Il part, il vole, arrive, et retrouve l'ennui,
Qui l'attend à la grille, et se traîne avec lui.
A peine il a de l'œil parcouru son parterre,
Visité son Kiosk, et sa nouvelle serre,
Les relais sont mandés; lassé de son château,
Il veut aller bailler à l'opéra nouveau.
Ainsi changeant toujours de dégoûts et d'asile,
Il accuse les champs, il accuse la ville;

Tous deux sont innocens; le tort est à son cœur :
Un vase impur aigrit la plus douce liqueur.

Le calme heureux des champs craint une pompe vaine;
L'orgueil produit le faste, et le faste la gêne...

Peinture des Agrémens de la Campagne dans les différentes Saisons et à diverses Heures de la Journée.

Et quel charme les champs ne promettent-ils pas
A des yeux exercés, à des sens délicats?
Insensible habitant des rustiques demeures,
Sans distinguer les lieux, les saisons et les heures,
Le vulgaire au hasard jouit de leur beauté.
Le sage veut choisir : tantôt la nouveauté
Prête aux objets naissans sa grâce enchanteresse;
Tantôt c'est leur déclin dont l'aspect l'intéresse:
Son cœur vole au plaisir que l'instant a produit,
Et cherche à retenir le plaisir qui s'enfuit:

A toute heure il jouit; soit qu'une fraîche aurore
Donne la vie aux fleurs qui s'empressent d'éclore,
Soit
que l'astre du monde, en achevant son tour,
Jette languissamment les restes d'un beau jour.
Etudions aussi les momens de l'année:
L'année a son aurore ainsi que la journée.
Le jeune papillon qui, sur les fleurs nouvelles,
S'envole, frais, brillant, épanoui comme elles,
Jouit moins au sortir de sa triste prison,
Que le sage au retour de la belle saison.

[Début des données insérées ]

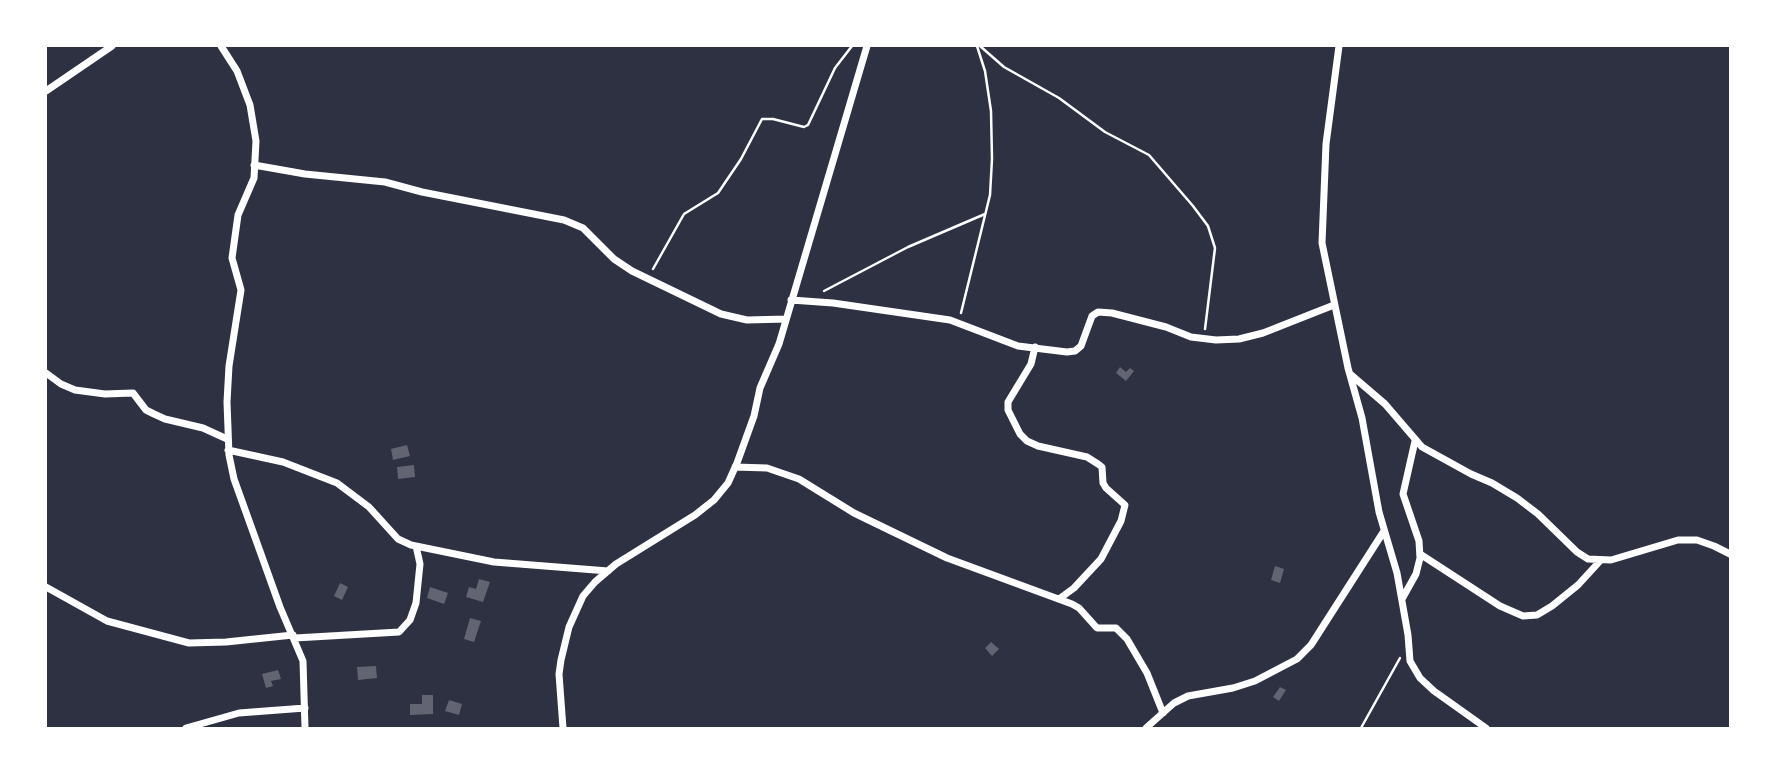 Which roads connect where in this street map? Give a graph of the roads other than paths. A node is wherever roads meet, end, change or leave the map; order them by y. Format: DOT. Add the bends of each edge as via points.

Déjà sur nos côteaux, sur nos monts, dans nos plaines,
Tout est gazon, zéphire, ou ruisseaux ou fontaines;
Les beaux jours au poëte inspirent les beaux vers:
Le chêne s'est éteint dans nos foyers déserts;
Adieu des paravents l'ennuyeuse clôture;
Adieu, livres poudreux, adieu, grave lecture,
Le grand livre des champs vient de s'ouvrir; je cours
Du ruisseau, libre enfin, reconnaître le cours ;
Du premier rossignol entendre le ramage,
Voir le premier bouton, voir le premier feuillage,
Et renaître moi-même avec l'ombre et les fleurs.
Si du printemps nouveau l'on chérit les faveurs,
Les beaux jours expirans ont aussi leurs délices.
De la belle saison j'ai béni les prémices;
Dans l'automne, ces bois, ces soleils palissans,
Intéressent mon âme en attristant mes sens.
Le printemps nous inspire une aimable folie,
L'automne, les douceurs de la mélancolie.
On revoit un beau jour avec ce vif transport
Qu'inspire un tendre ami dont on pleurait la mort.
Son départ, quoique triste, à jouir nous invite:
Ce sont les doux adieux d'un ami qui nous quitte;
Chaque instant qu'il accorde on aime à le saisir ;
Et le regret lui-même augmente le plaisir.
Majestueux été, pardonne à mon silence!
Admirant ton éclat je crains ta violence,
Et je n'aime à te voir, en tes plus doux instans,
Qu'avec l'air de l'automne ou les traits du printemps.
Que dis-je ? ah! si tes jours fatiguent la nature,
Que tes nuits ont de charme! et quelle fraîcheur pure

Vient remplacer des cieux le brûlant appareil!
Combien l'œil, fatigué des pompes du soleil,
Aime à voir de la nuit la modeste courrière
Revêtir mollement de sa pâle lumière

Et le sein des vallons et le front des côteaux,
Se glisser dans les bois et trembler sous les eaux....
Quelquefois dans les champs l'hiver retient mes pas :
L'hiver a ses beautés.. J'aime à voir les frimats
Sur les arbres blanchis, et la glace brillante
En lustres azurés à la roche pendante :

Et quel plaisir encore lorsqu'échappé dans l'air,
Un rayon du printemps vient embellir l'hiver,
Et tel qu'un doux souris qui naît parmi les larmes,
A la campagne en deuil rend un moment ses charmes !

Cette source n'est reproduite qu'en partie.